[Working data Boundary: Start]

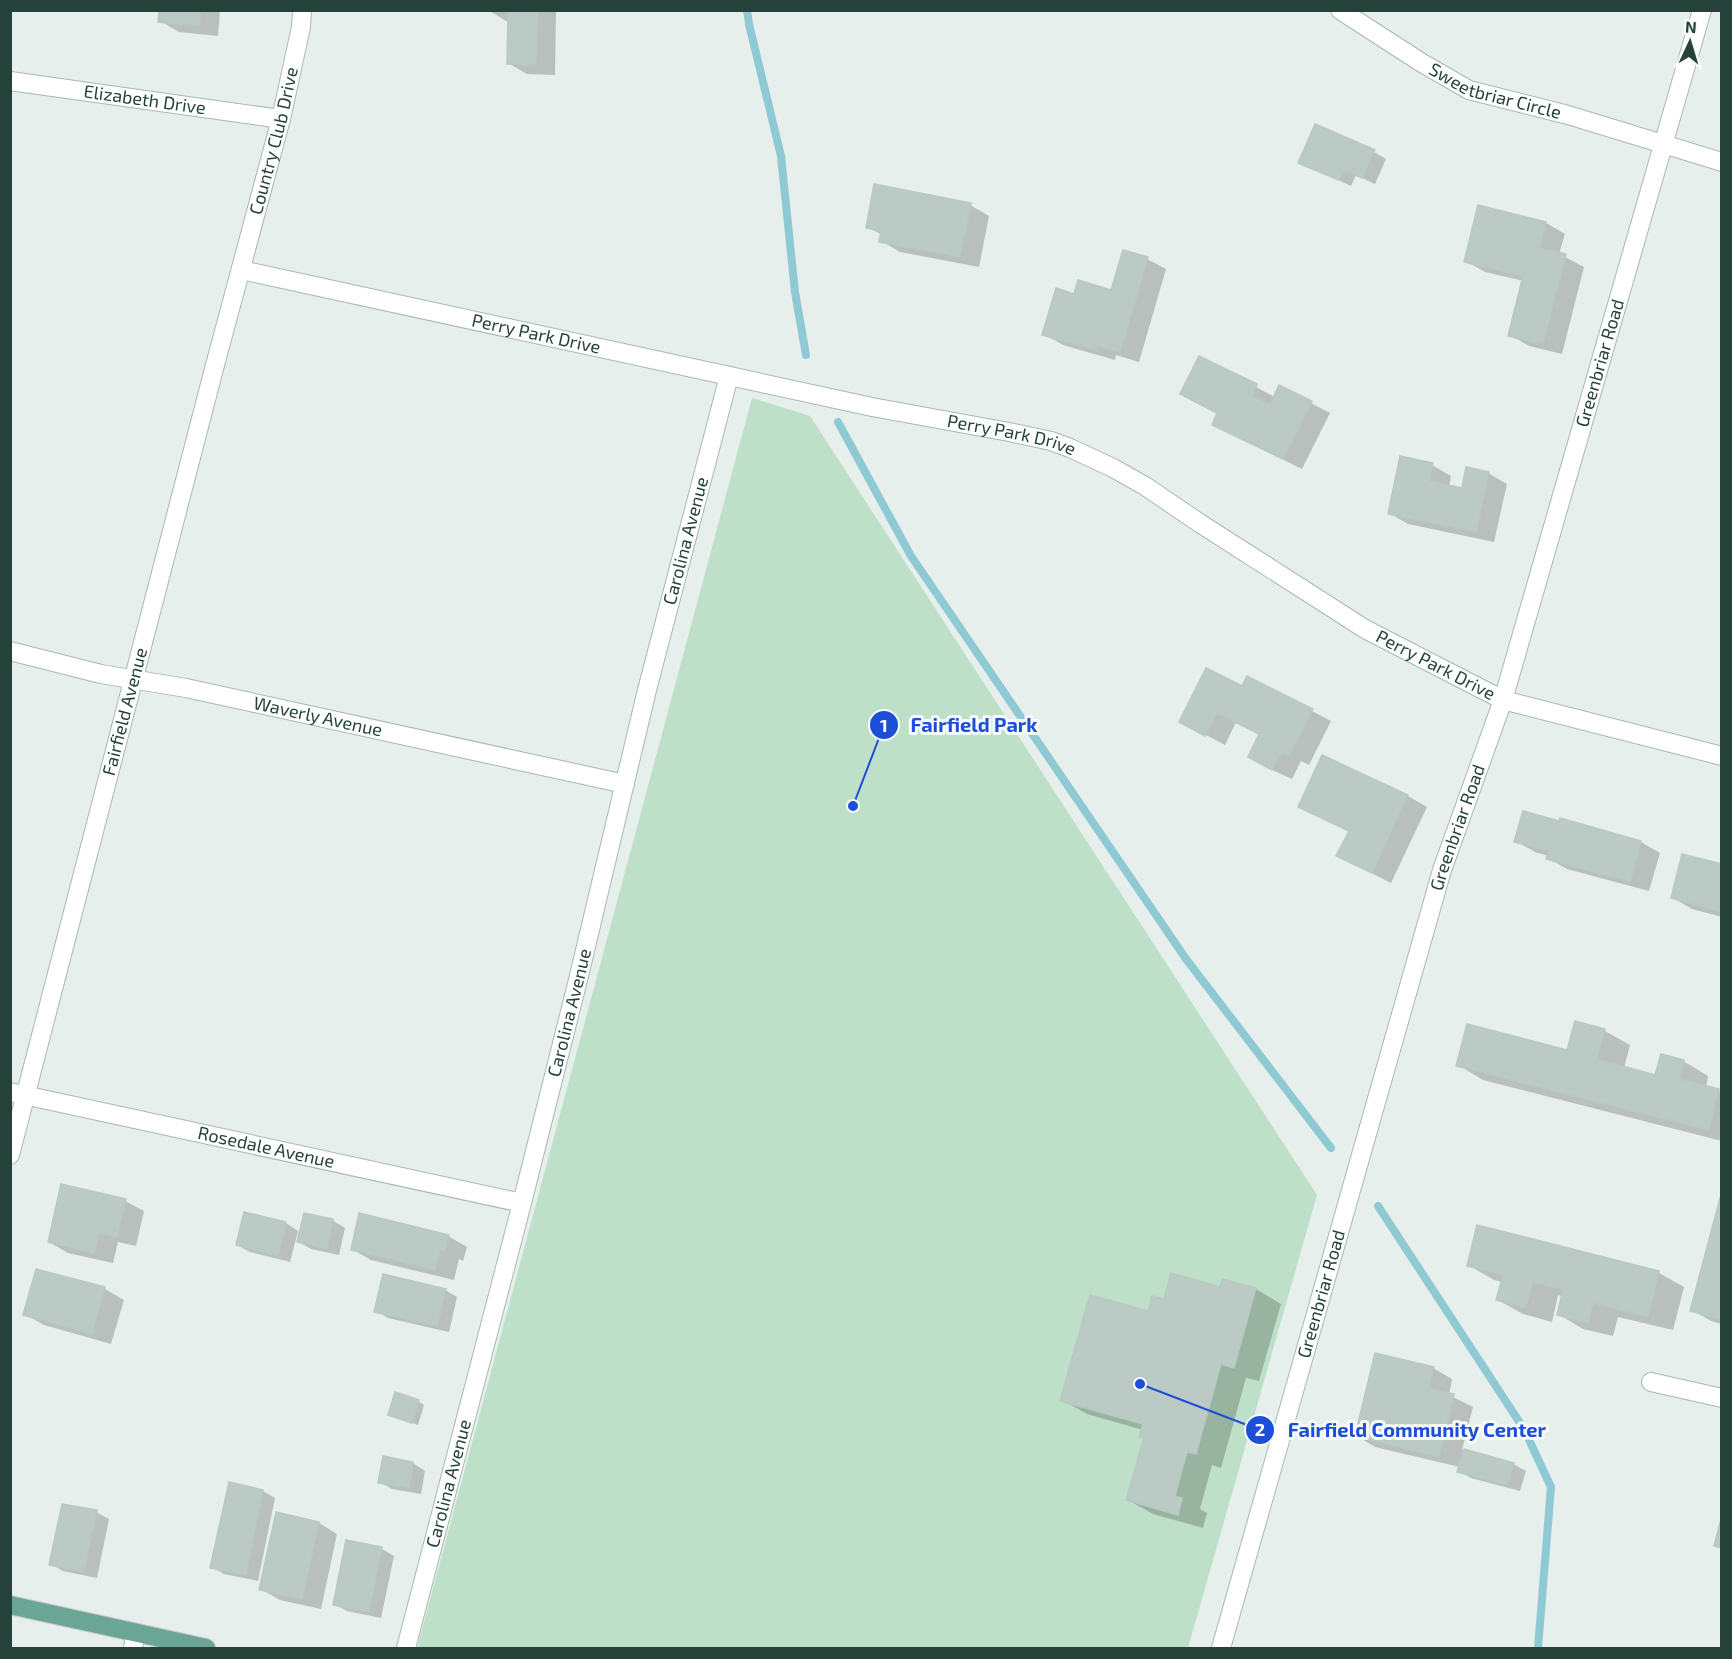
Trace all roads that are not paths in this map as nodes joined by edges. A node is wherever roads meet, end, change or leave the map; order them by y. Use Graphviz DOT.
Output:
graph roads {
  1 [pos="302,10"];
  2 [pos="1340,10"];
  3 [pos="1702,10"];
  4 [pos="10,81"];
  5 [pos="281,119"];
  6 [pos="1664,143"];
  7 [pos="1722,162"];
  8 [pos="241,270"];
  9 [pos="729,376"];
  10 [pos="10,651"];
  11 [pos="135,680"];
  12 [pos="1503,700"];
  13 [pos="1722,756"];
  14 [pos="625,784"];
  15 [pos="18,1094"];
  16 [pos="10,1155"];
  17 [pos="522,1203"];
  18 [pos="1651,1382"];
  19 [pos="1722,1398"];
  20 [pos="10,1605"];
  21 [pos="134,1641"];
  22 [pos="206,1648"];
  23 [pos="406,1648"];
  24 [pos="1221,1648"];
  1 -- 5 [label="street, Country Club Drive"];
  2 -- 6 [label="street, Sweetbriar Circle"];
  3 -- 6 [label="street, Greenbriar Road"];
  4 -- 5 [label="street, Elizabeth Drive"];
  5 -- 8 [label="street, Country Club Drive"];
  6 -- 7 [label="street, Sweetbriar Circle"];
  6 -- 12 [label="street, Greenbriar Road"];
  8 -- 9 [label="street, Perry Park Drive"];
  8 -- 11 [label="street, Fairfield Avenue"];
  9 -- 12 [label="street, Perry Park Drive"];
  9 -- 14 [label="street, Carolina Avenue"];
  10 -- 11 [label="street, Waverly Avenue"];
  11 -- 14 [label="street, Waverly Avenue"];
  11 -- 15 [label="street, Fairfield Avenue"];
  12 -- 13 [label="street, Perry Park Drive"];
  12 -- 24 [label="street, Greenbriar Road"];
  14 -- 17 [label="street, Carolina Avenue"];
  15 -- 16 [label="street, Fairfield Avenue"];
  15 -- 17 [label="street, Rosedale Avenue"];
  17 -- 23 [label="street, Carolina Avenue"];
  18 -- 19 [label="street"];
  20 -- 21 [label="main road"];
  21 -- 22 [label="main road"];
}
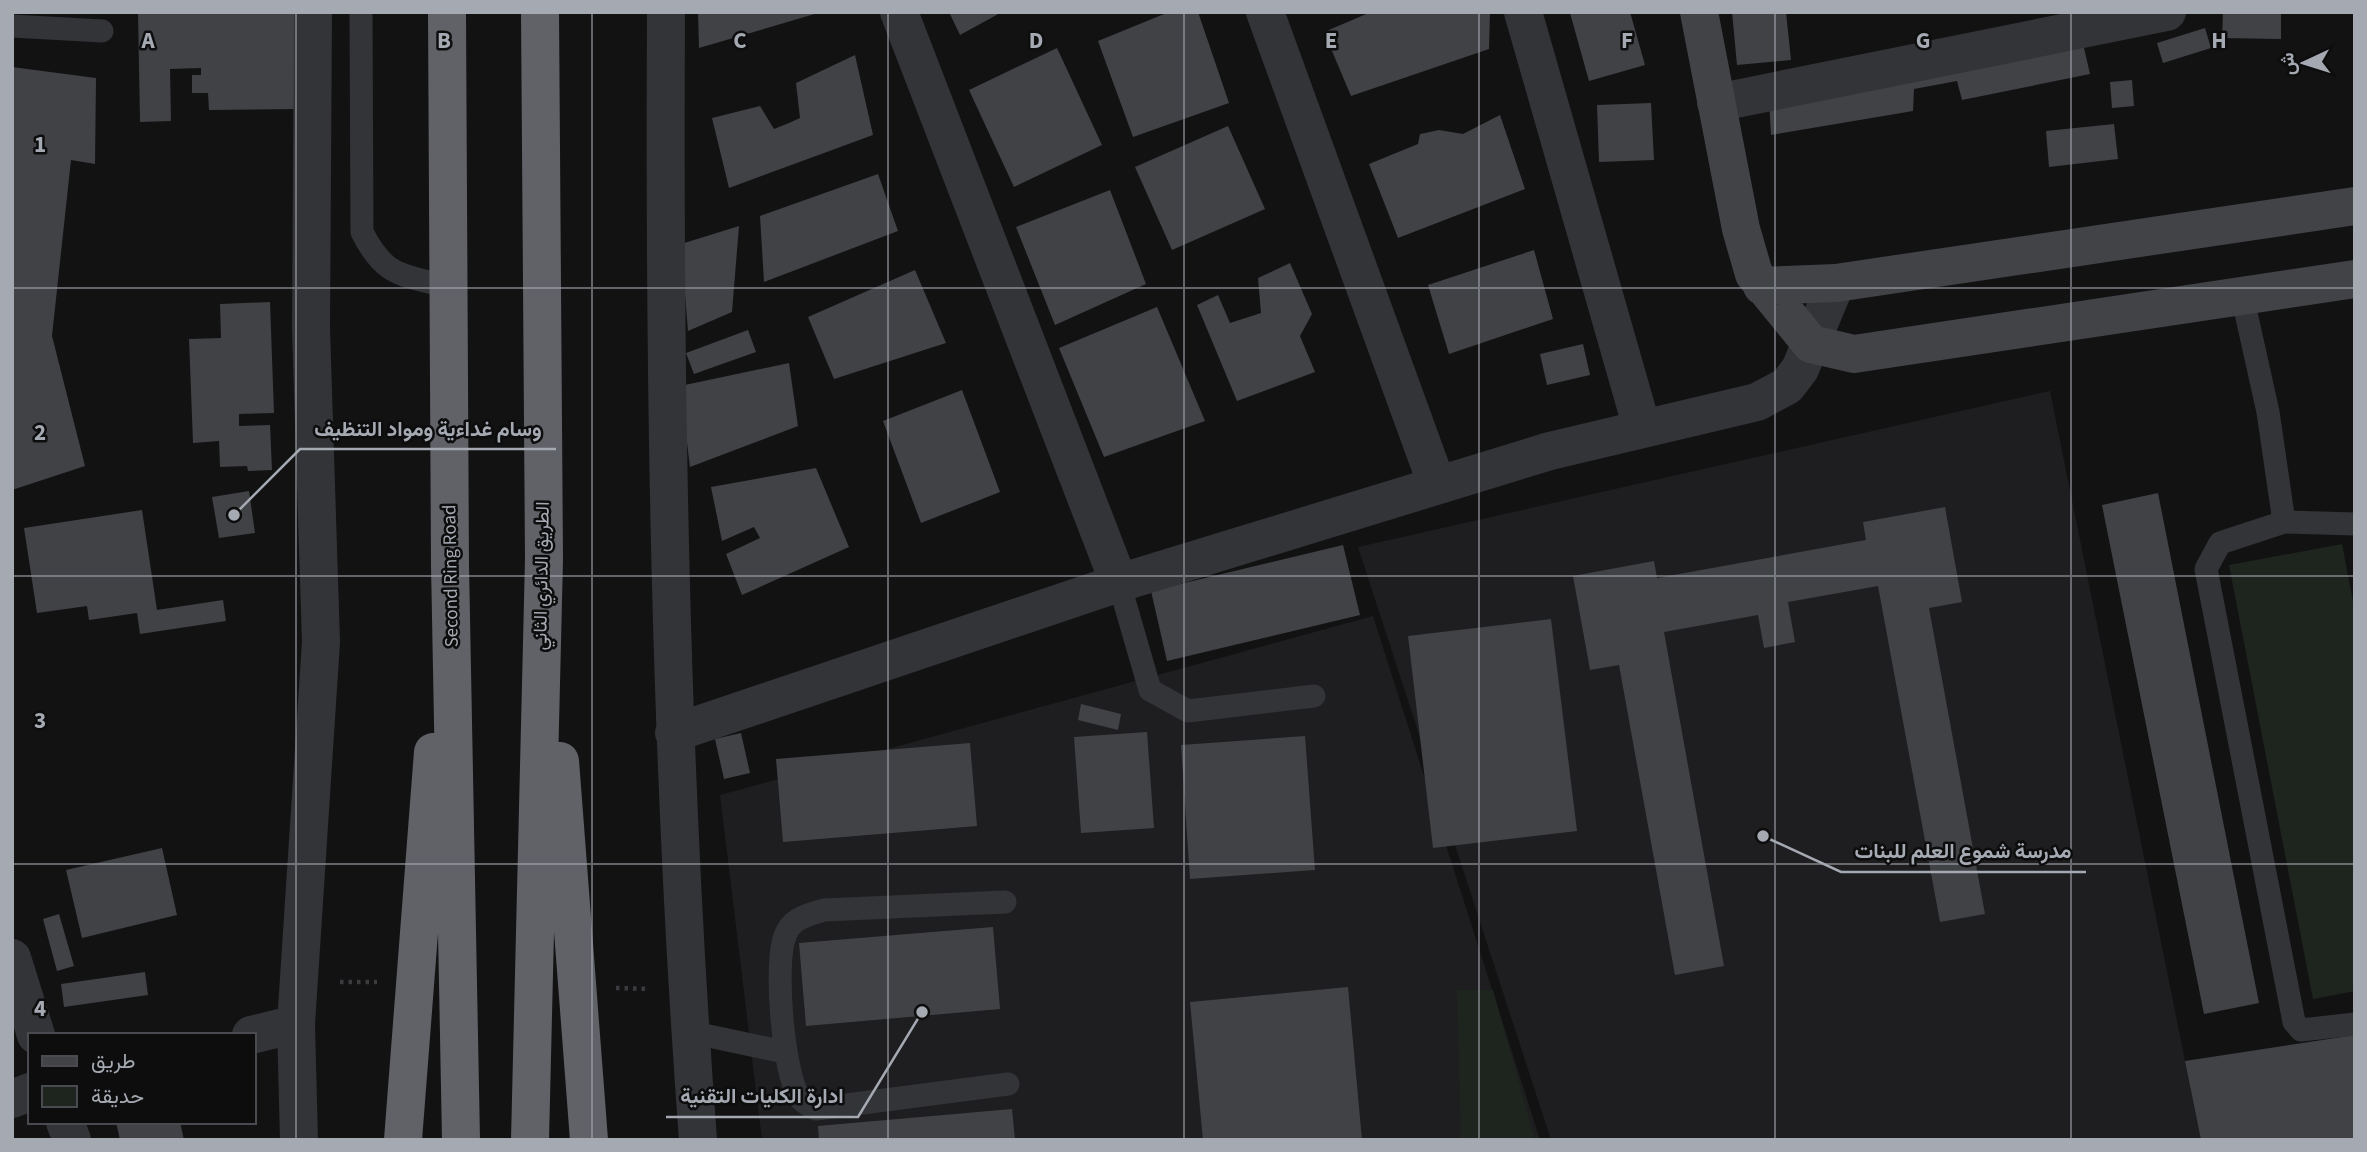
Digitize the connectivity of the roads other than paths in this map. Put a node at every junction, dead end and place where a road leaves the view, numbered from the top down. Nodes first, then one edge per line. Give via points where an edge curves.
1 (313, 12) edge
2 (361, 12) edge
3 (447, 12) edge
4 (540, 12) edge
5 (666, 12) edge
6 (899, 12) edge
7 (1265, 12) edge
8 (1523, 12) edge
9 (1699, 12) edge
10 (2161, 13) edge
11 (12, 26) edge
12 (102, 31) dead end
13 (1716, 103) junction
14 (2355, 206) edge
15 (2355, 279) edge
16 (1836, 282) junction
17 (1762, 286) junction
18 (447, 287) junction
19 (2242, 295) junction
20 (1811, 344) junction
21 (1642, 428) junction
22 (1437, 485) junction
23 (2284, 522) junction
24 (2355, 524) edge
25 (544, 559) junction
26 (450, 565) junction
27 (1119, 583) junction
28 (1314, 696) dead end
29 (674, 733) junction
30 (1005, 902) dead end
31 (12, 958) edge
32 (296, 1024) junction
33 (2355, 1024) edge
34 (690, 1032) junction
35 (35, 1033) edge
36 (256, 1034) edge
37 (784, 1052) junction
38 (1008, 1084) dead end
39 (299, 1140) edge
40 (403, 1140) edge
41 (461, 1140) edge
42 (530, 1140) edge
43 (589, 1140) edge
44 (698, 1140) edge

1 - 32 street via 311,328 321,642
2 - 18 lane via 362,232 389,271
3 - 18 highway, Second Ring Road
4 - 25 highway, الطريق الدائري الثاني
5 - 29 street via 665,245
6 - 27 street
7 - 22 street
8 - 21 street
9 - 13 street
10 - 13 street
11 - 12 lane
13 - 17 street via 1741,229
14 - 16 street
15 - 19 street
16 - 17 street
16 - 20 street
17 - 20 street
18 - 26 highway, Second Ring Road
19 - 20 street via 1854,355
19 - 23 lane via 2268,412
20 - 21 street via 1787,386 1757,402
21 - 22 street
22 - 27 street
23 - 24 lane
23 - 33 lane via 2220,543 2206,569 2294,1022 2301,1030
25 - 42 highway, الطريق الدائري الثاني
25 - 43 highway
26 - 40 highway
26 - 41 highway, Second Ring Road
27 - 28 lane via 1150,690 1165,700 1188,711
27 - 29 street
29 - 34 street
30 - 37 lane via 824,910 798,918 785,934 781,957
31 - 35 street
32 - 36 street
32 - 39 street
34 - 37 lane
34 - 44 street
37 - 38 lane via 798,1096 816,1109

[Working data Boundary: End]

For every line above that includes the string "Second", copy the line.

3 - 18 highway, Second Ring Road
18 - 26 highway, Second Ring Road
26 - 41 highway, Second Ring Road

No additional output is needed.